Stored data:
************

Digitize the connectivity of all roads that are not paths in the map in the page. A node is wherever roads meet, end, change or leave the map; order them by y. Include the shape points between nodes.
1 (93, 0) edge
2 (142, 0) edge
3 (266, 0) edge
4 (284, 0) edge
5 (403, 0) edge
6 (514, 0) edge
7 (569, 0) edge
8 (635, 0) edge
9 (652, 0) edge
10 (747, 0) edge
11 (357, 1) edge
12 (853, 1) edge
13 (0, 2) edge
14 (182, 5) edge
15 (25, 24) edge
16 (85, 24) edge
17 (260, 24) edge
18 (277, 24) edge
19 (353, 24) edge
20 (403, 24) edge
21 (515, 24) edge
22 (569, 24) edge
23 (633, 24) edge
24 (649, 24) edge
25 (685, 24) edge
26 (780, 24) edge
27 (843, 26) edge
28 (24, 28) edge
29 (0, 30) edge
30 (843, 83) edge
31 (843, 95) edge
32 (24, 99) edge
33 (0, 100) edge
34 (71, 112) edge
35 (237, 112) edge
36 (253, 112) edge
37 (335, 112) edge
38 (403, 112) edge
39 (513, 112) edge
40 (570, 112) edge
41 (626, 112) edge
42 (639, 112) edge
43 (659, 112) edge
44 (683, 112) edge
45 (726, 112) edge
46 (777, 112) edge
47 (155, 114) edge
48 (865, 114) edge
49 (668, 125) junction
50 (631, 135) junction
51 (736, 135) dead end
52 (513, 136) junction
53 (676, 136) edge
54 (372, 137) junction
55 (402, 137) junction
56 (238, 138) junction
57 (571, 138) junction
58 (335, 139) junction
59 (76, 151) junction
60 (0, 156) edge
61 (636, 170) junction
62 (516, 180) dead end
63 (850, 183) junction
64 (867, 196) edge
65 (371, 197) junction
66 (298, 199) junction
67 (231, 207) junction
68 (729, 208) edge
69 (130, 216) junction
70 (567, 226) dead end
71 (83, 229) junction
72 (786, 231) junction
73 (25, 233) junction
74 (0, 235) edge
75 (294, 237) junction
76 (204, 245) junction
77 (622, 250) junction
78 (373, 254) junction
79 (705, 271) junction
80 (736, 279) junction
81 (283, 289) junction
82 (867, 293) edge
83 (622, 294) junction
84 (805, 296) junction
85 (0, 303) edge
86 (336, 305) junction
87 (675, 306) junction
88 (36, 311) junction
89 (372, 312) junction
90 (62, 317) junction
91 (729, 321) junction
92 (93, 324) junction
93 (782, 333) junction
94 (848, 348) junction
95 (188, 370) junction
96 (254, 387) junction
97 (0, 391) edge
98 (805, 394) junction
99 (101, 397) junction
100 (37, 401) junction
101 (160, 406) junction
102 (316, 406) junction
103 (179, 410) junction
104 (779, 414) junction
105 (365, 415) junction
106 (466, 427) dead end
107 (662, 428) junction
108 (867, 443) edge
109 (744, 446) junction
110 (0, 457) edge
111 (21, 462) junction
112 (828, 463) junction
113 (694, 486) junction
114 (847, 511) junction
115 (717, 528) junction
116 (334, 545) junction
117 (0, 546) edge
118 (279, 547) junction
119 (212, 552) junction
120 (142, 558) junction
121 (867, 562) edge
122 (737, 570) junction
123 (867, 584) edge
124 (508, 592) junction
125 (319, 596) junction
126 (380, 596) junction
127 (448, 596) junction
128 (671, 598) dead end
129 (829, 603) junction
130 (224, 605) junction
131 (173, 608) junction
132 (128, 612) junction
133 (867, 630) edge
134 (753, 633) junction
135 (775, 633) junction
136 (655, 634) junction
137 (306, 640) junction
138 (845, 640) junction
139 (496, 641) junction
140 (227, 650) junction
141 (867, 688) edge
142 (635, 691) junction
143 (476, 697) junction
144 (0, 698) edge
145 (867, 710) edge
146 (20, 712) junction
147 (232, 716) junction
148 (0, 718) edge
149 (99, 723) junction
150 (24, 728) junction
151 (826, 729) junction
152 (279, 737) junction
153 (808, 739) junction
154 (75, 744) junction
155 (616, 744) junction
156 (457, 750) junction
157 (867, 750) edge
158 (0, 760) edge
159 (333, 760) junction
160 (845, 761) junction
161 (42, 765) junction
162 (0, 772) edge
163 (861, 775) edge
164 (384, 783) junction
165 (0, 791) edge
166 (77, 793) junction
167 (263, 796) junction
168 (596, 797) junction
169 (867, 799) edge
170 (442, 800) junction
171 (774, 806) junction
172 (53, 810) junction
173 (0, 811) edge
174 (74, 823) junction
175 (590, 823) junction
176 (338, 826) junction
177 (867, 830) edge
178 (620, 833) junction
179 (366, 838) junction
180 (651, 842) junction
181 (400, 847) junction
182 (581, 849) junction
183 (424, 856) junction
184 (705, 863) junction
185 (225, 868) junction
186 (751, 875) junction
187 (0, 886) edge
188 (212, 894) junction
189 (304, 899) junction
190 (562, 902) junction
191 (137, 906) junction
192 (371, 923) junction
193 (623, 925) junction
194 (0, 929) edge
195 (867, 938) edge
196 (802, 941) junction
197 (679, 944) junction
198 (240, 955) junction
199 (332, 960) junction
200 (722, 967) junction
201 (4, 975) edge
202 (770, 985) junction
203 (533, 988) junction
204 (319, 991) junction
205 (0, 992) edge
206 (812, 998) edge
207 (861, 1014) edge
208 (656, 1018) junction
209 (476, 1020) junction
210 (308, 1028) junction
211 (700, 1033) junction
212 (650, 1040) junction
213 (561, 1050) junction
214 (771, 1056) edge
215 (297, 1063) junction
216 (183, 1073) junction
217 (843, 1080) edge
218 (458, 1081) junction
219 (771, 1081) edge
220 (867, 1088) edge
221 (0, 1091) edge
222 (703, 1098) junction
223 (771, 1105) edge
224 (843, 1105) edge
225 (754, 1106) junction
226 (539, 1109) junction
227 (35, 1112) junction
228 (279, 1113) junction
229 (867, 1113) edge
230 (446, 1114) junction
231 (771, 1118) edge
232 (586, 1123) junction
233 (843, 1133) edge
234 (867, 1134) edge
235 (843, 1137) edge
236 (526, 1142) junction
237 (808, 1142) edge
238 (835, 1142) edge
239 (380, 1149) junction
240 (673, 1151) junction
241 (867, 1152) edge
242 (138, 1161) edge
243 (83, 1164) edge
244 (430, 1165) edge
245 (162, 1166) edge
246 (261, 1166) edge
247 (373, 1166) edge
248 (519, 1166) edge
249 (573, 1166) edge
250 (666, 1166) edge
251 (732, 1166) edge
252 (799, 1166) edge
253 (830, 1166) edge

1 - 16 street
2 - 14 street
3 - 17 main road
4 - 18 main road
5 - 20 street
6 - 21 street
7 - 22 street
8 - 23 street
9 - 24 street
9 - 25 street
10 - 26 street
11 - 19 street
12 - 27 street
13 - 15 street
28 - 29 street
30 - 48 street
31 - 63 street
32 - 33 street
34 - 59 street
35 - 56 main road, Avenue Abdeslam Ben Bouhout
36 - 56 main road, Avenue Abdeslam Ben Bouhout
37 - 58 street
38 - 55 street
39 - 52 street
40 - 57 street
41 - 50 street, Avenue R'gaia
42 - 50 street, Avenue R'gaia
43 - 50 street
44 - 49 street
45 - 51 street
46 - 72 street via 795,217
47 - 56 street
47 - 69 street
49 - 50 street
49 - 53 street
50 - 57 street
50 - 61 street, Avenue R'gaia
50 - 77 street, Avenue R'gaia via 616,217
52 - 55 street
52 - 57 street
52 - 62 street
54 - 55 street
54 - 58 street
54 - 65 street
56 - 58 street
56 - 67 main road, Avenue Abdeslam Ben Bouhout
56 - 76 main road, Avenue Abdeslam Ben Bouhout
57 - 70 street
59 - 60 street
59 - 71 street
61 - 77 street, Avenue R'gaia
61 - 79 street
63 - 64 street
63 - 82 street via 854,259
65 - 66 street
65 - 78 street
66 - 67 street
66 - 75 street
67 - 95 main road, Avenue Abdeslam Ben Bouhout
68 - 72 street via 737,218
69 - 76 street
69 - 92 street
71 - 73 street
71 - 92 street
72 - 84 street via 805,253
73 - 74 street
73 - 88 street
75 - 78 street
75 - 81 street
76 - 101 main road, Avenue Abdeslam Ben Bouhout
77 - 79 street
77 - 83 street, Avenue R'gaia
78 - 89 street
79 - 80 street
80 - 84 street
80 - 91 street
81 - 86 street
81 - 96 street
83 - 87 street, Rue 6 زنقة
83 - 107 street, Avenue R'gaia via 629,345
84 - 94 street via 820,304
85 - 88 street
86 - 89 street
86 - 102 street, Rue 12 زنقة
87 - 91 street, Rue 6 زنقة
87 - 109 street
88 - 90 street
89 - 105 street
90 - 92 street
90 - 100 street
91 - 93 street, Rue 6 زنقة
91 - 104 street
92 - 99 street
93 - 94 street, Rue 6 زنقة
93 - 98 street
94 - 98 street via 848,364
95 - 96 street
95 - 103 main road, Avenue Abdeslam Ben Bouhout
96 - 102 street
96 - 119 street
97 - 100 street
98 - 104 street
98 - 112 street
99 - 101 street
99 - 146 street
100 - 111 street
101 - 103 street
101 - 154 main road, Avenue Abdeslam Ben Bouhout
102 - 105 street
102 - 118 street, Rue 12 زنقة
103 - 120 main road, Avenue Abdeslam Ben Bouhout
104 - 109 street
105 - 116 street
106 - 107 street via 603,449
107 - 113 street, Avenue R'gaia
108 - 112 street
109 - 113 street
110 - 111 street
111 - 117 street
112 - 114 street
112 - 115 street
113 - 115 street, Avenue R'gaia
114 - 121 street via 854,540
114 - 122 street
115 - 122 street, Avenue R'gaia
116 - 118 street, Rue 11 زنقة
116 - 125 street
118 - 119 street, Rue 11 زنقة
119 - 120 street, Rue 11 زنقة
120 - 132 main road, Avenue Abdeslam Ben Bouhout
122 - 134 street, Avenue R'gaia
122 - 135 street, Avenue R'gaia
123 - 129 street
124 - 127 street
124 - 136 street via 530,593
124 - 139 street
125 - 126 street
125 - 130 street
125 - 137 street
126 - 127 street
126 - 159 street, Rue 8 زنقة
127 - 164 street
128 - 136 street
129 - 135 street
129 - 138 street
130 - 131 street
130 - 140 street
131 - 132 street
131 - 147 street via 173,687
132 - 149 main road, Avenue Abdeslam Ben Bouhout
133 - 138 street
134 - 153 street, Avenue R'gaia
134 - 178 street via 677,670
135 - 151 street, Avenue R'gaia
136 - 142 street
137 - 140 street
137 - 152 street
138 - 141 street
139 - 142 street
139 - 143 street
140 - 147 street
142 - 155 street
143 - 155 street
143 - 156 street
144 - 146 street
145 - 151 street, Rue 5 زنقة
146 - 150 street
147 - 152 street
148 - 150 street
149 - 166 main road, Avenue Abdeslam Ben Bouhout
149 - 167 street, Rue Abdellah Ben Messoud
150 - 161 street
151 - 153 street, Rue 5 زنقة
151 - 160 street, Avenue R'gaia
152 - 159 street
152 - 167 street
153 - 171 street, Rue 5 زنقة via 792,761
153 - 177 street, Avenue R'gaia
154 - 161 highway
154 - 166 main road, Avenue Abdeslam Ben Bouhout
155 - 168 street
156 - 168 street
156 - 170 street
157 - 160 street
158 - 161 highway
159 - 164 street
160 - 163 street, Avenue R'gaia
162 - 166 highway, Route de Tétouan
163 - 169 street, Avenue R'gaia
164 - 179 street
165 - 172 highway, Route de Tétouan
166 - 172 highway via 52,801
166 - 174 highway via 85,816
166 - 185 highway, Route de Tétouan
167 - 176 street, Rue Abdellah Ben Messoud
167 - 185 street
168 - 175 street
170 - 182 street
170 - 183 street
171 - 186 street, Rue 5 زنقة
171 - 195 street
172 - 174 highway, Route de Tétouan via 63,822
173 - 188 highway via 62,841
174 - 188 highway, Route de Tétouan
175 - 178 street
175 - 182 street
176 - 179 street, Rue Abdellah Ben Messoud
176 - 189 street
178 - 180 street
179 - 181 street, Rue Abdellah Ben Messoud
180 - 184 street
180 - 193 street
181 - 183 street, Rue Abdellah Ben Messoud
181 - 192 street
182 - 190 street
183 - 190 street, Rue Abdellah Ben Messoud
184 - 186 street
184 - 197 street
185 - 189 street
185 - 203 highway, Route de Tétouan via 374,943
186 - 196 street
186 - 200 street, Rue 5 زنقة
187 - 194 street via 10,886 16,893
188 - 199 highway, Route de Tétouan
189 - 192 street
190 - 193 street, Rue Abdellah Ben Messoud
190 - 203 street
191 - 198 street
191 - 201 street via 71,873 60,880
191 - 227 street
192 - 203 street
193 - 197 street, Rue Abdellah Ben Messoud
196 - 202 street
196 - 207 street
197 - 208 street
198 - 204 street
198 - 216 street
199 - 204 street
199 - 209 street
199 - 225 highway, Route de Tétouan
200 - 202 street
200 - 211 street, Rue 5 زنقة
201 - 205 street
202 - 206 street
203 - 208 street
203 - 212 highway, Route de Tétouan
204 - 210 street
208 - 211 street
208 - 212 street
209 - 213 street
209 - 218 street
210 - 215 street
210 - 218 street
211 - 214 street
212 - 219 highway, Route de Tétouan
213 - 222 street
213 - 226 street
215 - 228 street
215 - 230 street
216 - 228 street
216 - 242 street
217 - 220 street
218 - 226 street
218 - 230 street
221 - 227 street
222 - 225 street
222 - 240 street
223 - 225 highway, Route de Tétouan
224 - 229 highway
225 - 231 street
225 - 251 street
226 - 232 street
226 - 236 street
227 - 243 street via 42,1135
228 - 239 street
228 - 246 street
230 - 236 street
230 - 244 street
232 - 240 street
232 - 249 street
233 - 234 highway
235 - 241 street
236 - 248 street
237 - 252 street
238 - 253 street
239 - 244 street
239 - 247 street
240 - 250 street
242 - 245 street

************

- _WORK INSTRUCTION_
Give the number of lines in the entries above that contain the string "Abdellah", and nothing more.

- _ANSWER TO THIS EXERCISE_
8